The first, and most important factor in developing an appropriate statistical design, is knowing the objective(s) you’re asking (your scientific hypotheses) and hence the type of question(s) you are seeking answers to. The objectives will have direct, and sometimes obvious, implications for design. As an example, if the objective is to estimate the effect of implementing a management zone (e.g. a no-take reserve) - a casual type of research question - then at a minimum samples will have to be taken from outside the reserve (a control) as well as within it. We think it useful to consider the following list of probing questions before starting the design process.
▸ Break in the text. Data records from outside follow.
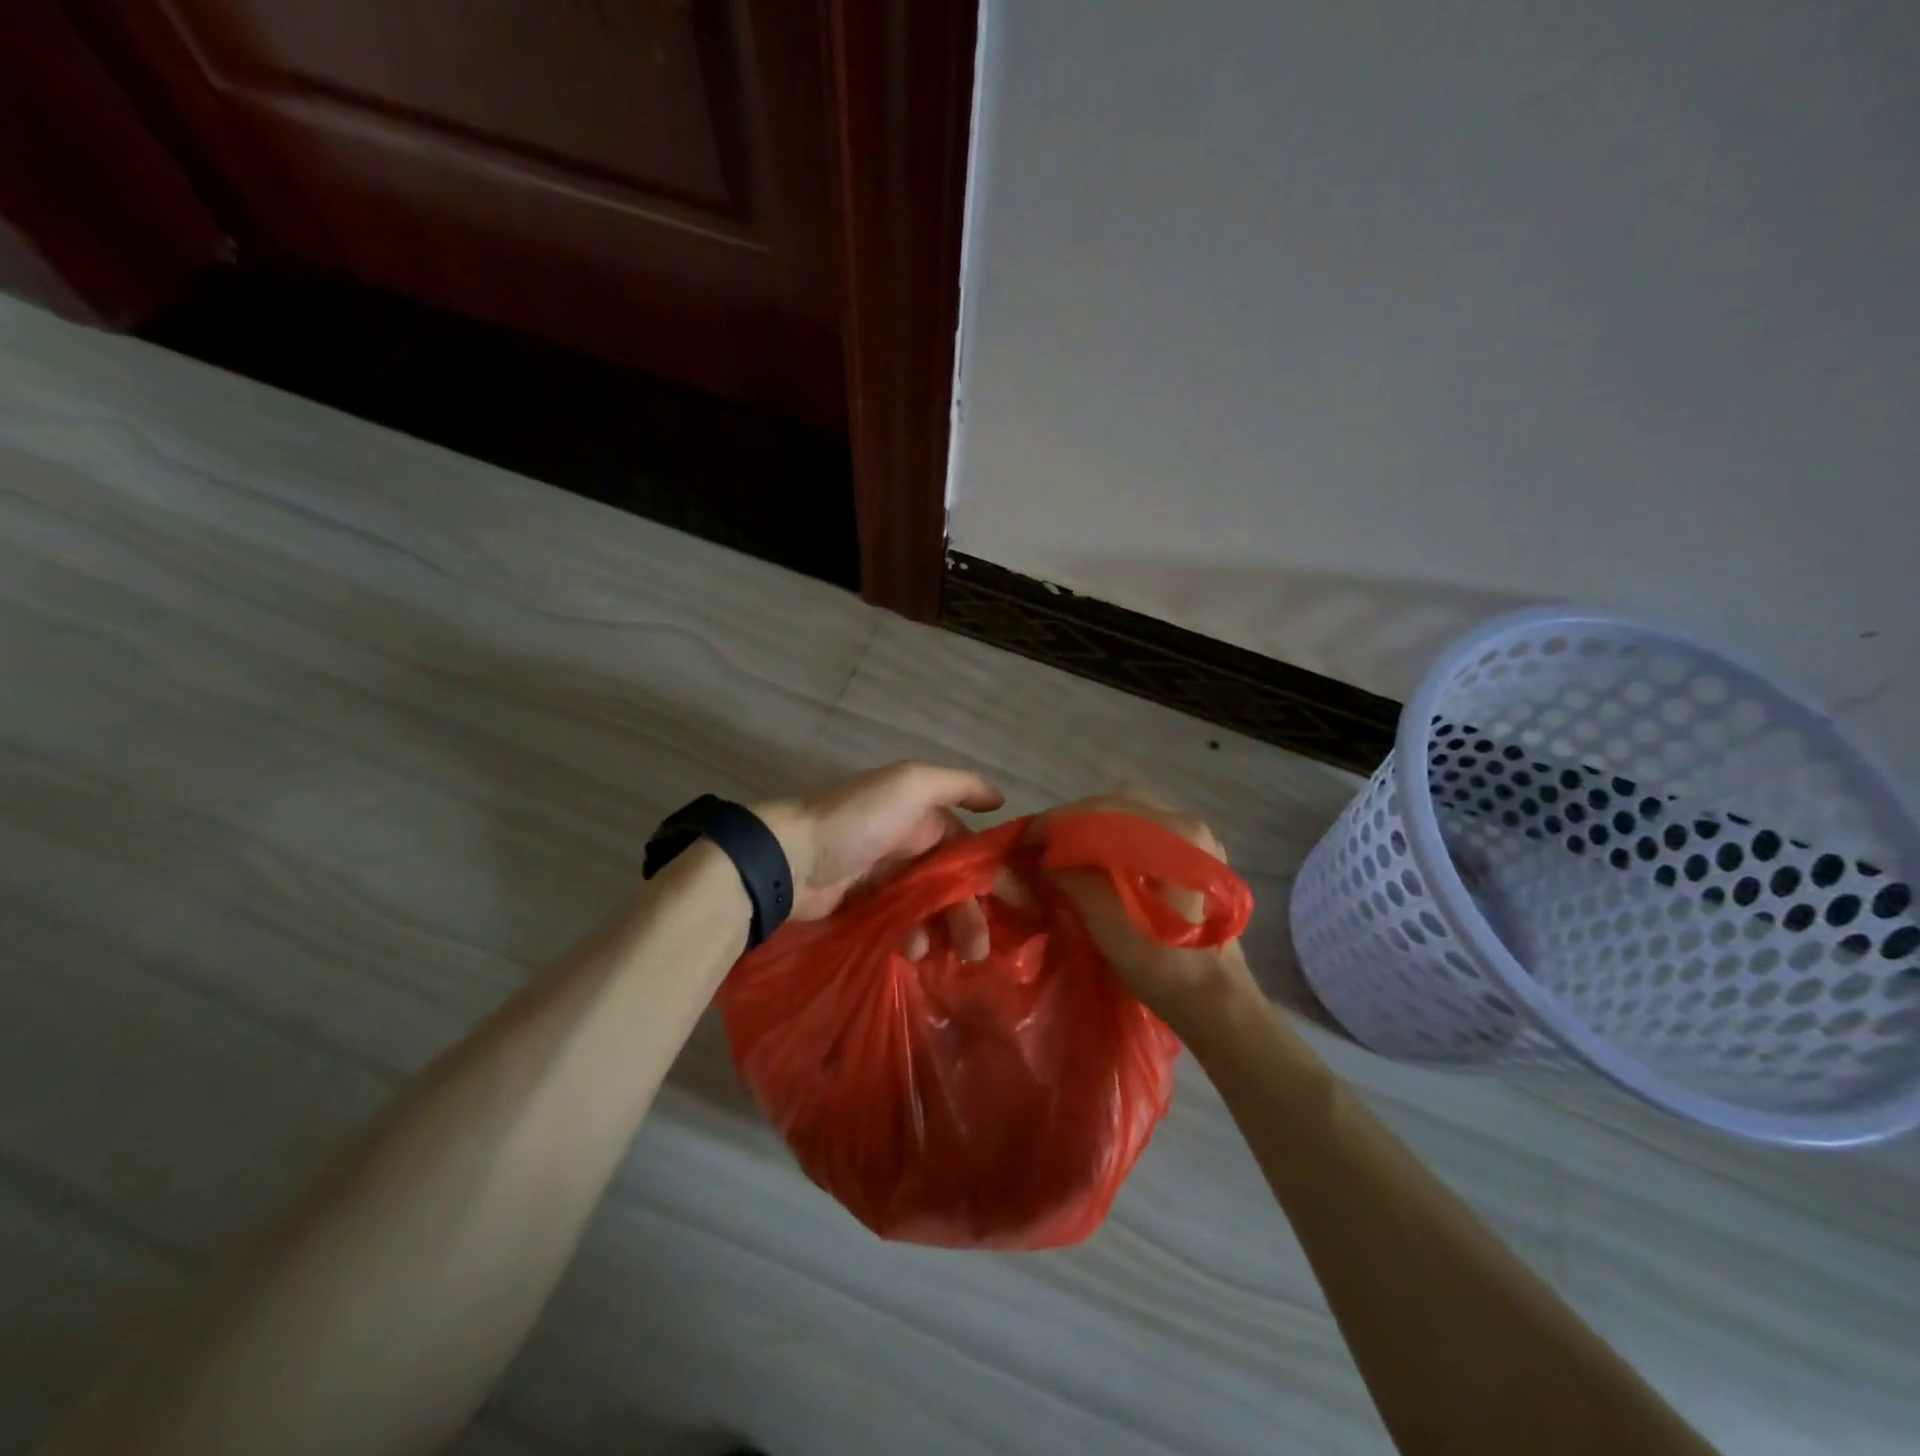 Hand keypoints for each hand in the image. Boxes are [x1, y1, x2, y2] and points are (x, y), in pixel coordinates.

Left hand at [756, 763, 1005, 945]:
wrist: (792, 858)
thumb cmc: (859, 819)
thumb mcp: (911, 784)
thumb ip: (959, 785)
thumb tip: (1001, 798)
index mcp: (923, 816)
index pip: (969, 846)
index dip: (993, 872)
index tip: (1017, 903)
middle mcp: (909, 846)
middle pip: (953, 883)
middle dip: (971, 912)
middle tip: (981, 948)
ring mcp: (887, 879)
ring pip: (931, 908)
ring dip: (947, 930)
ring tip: (952, 954)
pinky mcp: (867, 908)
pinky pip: (903, 925)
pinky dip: (914, 938)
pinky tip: (916, 950)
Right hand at [1035, 791, 1256, 1028]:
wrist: (1216, 1001)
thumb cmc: (1164, 965)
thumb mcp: (1107, 921)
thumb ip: (1072, 878)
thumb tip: (1042, 857)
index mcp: (1175, 834)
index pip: (1104, 811)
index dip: (1058, 821)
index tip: (1026, 837)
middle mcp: (1189, 824)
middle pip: (1118, 803)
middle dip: (1075, 818)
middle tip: (1044, 840)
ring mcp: (1196, 838)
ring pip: (1131, 812)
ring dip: (1094, 824)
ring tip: (1065, 846)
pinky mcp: (1195, 855)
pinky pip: (1144, 828)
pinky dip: (1114, 834)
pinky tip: (1096, 854) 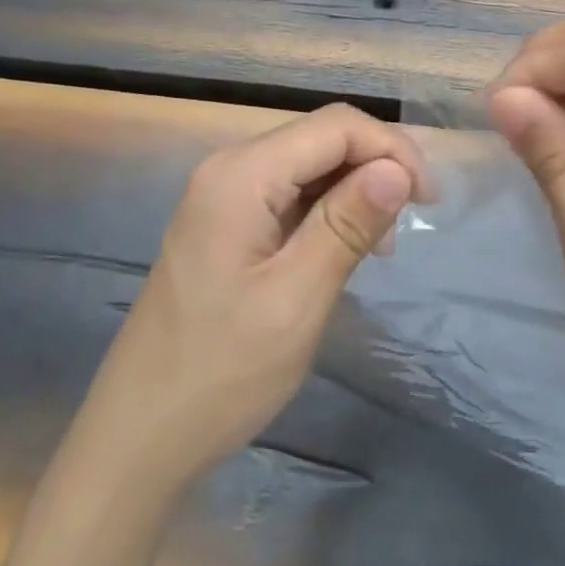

  1. What is the primary research question? Is a comparison between areas of interest required (e.g. impacted/not-impacted)?
  2. What is the appropriate metric to measure (and to subsequently analyse)? Often measurements will be taken on species (e.g. biomass, size, presence-absence, and/or abundance), but analysed as a different quantity (e.g. a diversity index).
  3. What are the primary sources of potential difference, if any? This will depend on the research question (e.g. impacted/not-impacted areas) but may also include extraneous variables such as environmental conditions and human impact.
  4. Could locations with different ‘treatments’ also differ in other important variables, so that there is potential for confounding? An example is whether the habitats within and outside no-take reserves are different.
  5. What resources are available for conducting the survey? Is there a particular type of sampling platform that should be used (see the remaining chapters)? What previously-collected information is available to aid the current survey (e.g. bathymetry or back-scatter data)? How can we use the previously collected information? Does the previously collected information make one sampling platform or unit of measurement a better candidate than another? How many samples can be taken? This last question also directly affects the power of the survey to detect differences in contrasts of interest. See Section 2.5 for more discussion on power.